Skipping each picture, output the entries exactly as they stand below.

### Exercise material
● ● ● ● ● ● ●

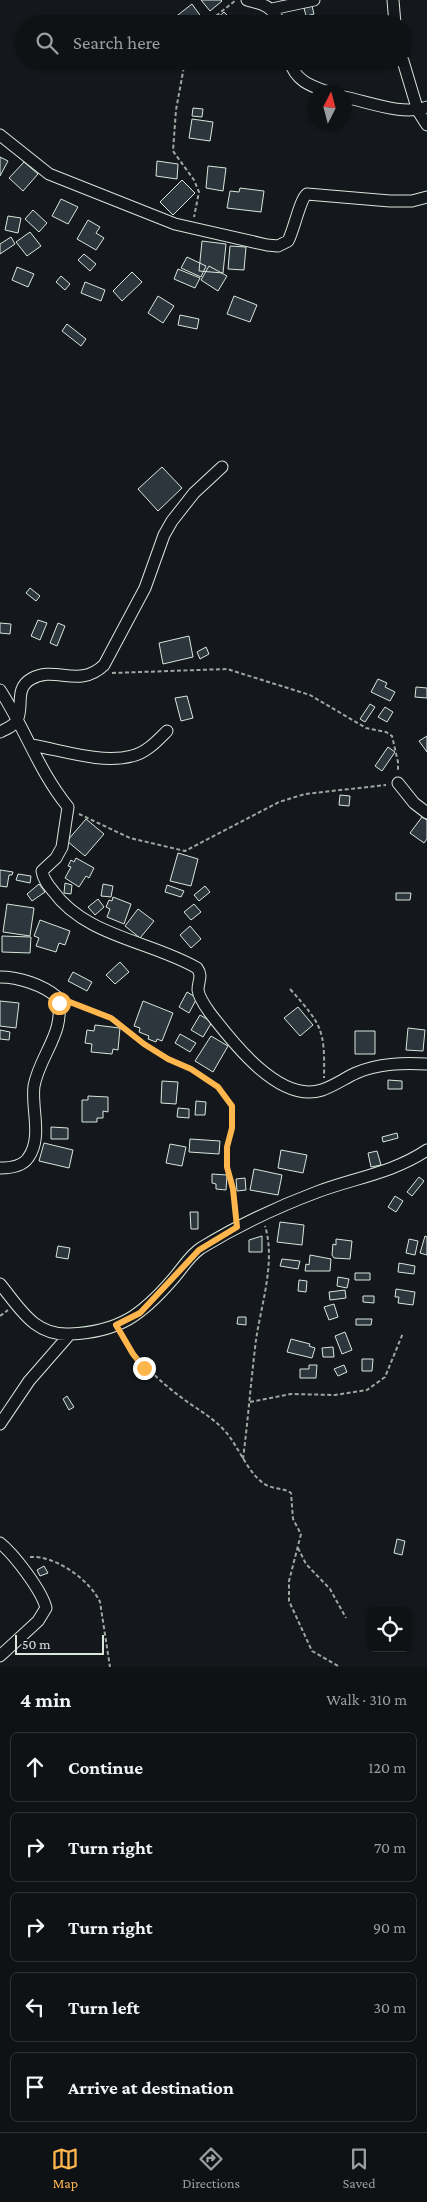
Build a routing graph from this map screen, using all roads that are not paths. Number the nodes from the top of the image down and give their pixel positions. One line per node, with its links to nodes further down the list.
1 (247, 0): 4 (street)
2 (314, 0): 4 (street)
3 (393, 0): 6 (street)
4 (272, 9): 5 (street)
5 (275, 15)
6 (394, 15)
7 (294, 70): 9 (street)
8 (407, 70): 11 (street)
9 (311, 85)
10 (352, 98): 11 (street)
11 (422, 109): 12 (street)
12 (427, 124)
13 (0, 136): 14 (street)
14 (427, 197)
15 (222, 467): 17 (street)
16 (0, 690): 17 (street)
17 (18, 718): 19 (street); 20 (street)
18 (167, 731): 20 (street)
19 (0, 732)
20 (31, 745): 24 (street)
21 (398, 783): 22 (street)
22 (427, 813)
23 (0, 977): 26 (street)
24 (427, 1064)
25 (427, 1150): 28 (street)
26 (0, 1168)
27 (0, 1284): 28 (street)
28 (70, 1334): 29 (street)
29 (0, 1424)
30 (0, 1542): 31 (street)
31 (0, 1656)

● ● ● ● ● ● ●

### Reply to the task
Build a routing graph from this map screen, using all roads that are not paths. Number the nodes from the top of the image down and give their pixel positions. One line per node, with its links to nodes further down the list.
1 (247, 0): 4 (street)
2 (314, 0): 4 (street)
3 (393, 0): 6 (street)
4 (272, 9): 5 (street)
5 (275, 15)
6 (394, 15)
7 (294, 70): 9 (street)
8 (407, 70): 11 (street)
9 (311, 85)
10 (352, 98): 11 (street)
11 (422, 109): 12 (street)
12 (427, 124)
13 (0, 136): 14 (street)
14 (427, 197)
15 (222, 467): 17 (street)
16 (0, 690): 17 (street)
17 (18, 718): 19 (street); 20 (street)
18 (167, 731): 20 (street)
19 (0, 732)
20 (31, 745): 24 (street)
21 (398, 783): 22 (street)
22 (427, 813)
23 (0, 977): 26 (street)
24 (427, 1064)
25 (427, 1150): 28 (street)
26 (0, 1168)
27 (0, 1284): 28 (street)
28 (70, 1334): 29 (street)
29 (0, 1424)
30 (0, 1542): 31 (street)
31 (0, 1656)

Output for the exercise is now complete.